RECORDS PROVIDED section start

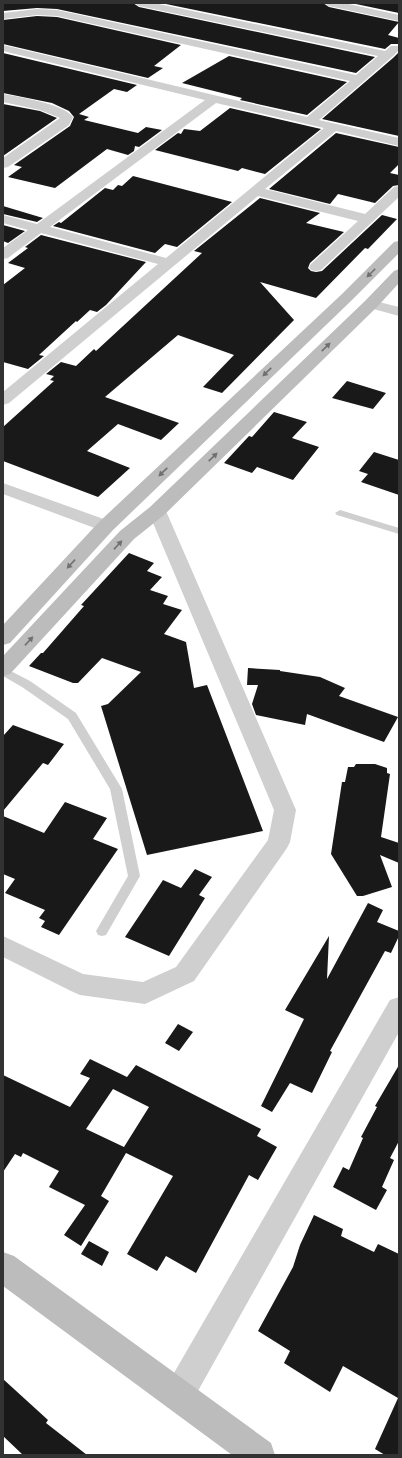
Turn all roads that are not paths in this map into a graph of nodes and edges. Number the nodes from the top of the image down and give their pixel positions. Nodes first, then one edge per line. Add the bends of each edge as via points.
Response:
1 (139, 3) edge
2 (329, 3) edge
3 (3, 16) edge
4 (399, 18) edge
5 (399, 46) edge
6 (3, 48) edge
7 (388, 54) junction
8 (358, 79) junction
9 (3, 98) edge
10 (214, 99) junction
11 (310, 120) junction
12 (334, 126) junction
13 (399, 142) edge
14 (3, 164) edge
15 (399, 190) edge
16 (256, 191) junction
17 (368, 219) junction
18 (3, 220) edge
19 (38, 229) junction
20 (399, 245) edge
21 (3, 255) edge
22 (169, 263) junction
23 (316, 267) dead end
24 (399, 274) edge
25 (371, 304) junction
26 (397, 309) edge
27 (283, 358) junction
28 (308, 365) junction
29 (3, 400) edge
30 (3, 488) edge
31 (157, 511) junction
32 (340, 513) dead end
33 (106, 526) junction
34 (399, 531) edge
35 (3, 638) edge
36 (3, 670) edge
37 (102, 931) dead end
38 (3, 946) edge
39 (399, 1008) edge
40 (3, 1267) edge
41 (178, 1396) junction
42 (259, 1455) edge

1 - 7 street
2 - 4 street
3 - 8 street via 37,12 57,13
5 - 7 street
6 - 10 street
7 - 8 street
8 - 11 street
9 - 14 street via 47,109 67,118 65,122
10 - 11 street
10 - 19 street
11 - 12 street
12 - 13 street
12 - 16 street
15 - 17 street
16 - 17 street
16 - 22 street
17 - 23 street
18 - 19 street
19 - 21 street
19 - 22 street
20 -> 27 street
22 - 29 street
24 - 25 street
25 - 26 street
28 -> 25 street
27 - 28 street
27 -> 33 street
31 -> 28 street
30 - 33 street
36 -> 31 street via 127,535
31 - 38 street via 285,810 279,842 185,974 145,993 80,984
32 - 34 lane
33 -> 35 street
36 - 37 lane via 72,716 116,789 134,876
39 - 41 street
40 - 41 street
41 - 42 street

RECORDS PROVIDED section end

— PROMPT —
In the records, find every line that has the string "dead" and copy it.

— TASK OUTPUT —
23 (316, 267) dead end
32 (340, 513) dead end
37 (102, 931) dead end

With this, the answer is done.